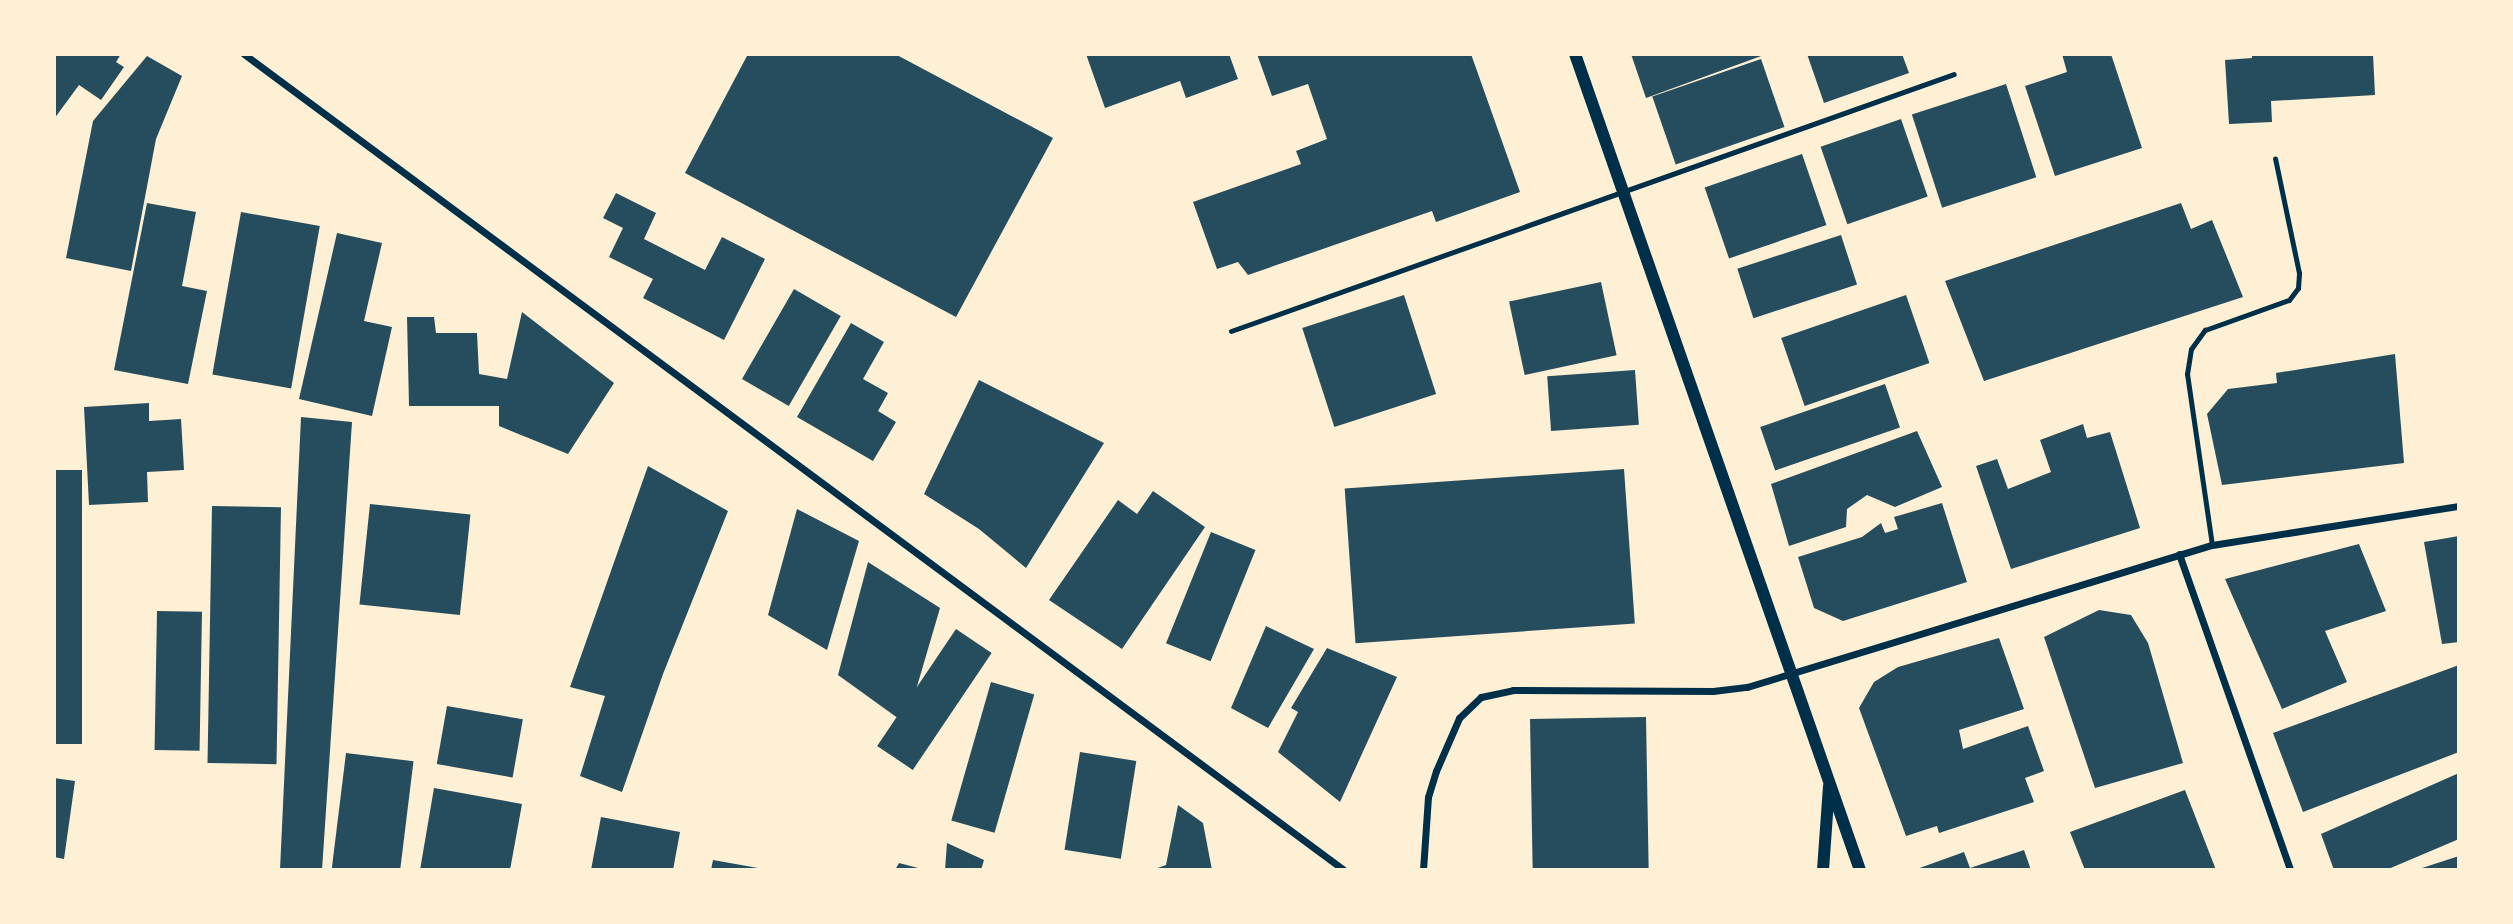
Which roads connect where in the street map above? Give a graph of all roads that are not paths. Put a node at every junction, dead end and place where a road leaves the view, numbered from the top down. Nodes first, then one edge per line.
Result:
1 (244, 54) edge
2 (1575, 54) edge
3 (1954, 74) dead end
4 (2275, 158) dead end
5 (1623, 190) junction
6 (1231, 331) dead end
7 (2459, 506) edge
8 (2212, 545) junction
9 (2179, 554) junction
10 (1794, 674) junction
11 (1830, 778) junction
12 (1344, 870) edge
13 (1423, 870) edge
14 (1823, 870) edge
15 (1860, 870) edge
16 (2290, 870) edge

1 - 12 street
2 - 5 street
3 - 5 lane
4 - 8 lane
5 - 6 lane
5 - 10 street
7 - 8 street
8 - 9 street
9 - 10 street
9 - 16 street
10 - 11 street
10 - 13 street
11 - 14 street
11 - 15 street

# # #

INSTRUCTIONS TO FOLLOW: For this exercise, retype the listing above word for word and omit the pictures.

SOLUTION TO THE PROBLEM:
Which roads connect where in the street map above? Give a graph of all roads that are not paths. Put a node at every junction, dead end and place where a road leaves the view, numbered from the top down. Nodes first, then one edge per line.
Result:
1 (244, 54) edge
2 (1575, 54) edge
3 (1954, 74) dead end
4 (2275, 158) dead end
5 (1623, 190) junction
6 (1231, 331) dead end
7 (2459, 506) edge
8 (2212, 545) junction
9 (2179, 554) junction
10 (1794, 674) junction
11 (1830, 778) junction
12 (1344, 870) edge
13 (1423, 870) edge
14 (1823, 870) edge
15 (1860, 870) edge
16 (2290, 870) edge

1 - 12 street
2 - 5 street
3 - 5 lane
4 - 8 lane
5 - 6 lane
5 - 10 street
7 - 8 street
8 - 9 street
9 - 10 street
9 - 16 street
10 - 11 street
10 - 13 street
11 - 14 street
11 - 15 street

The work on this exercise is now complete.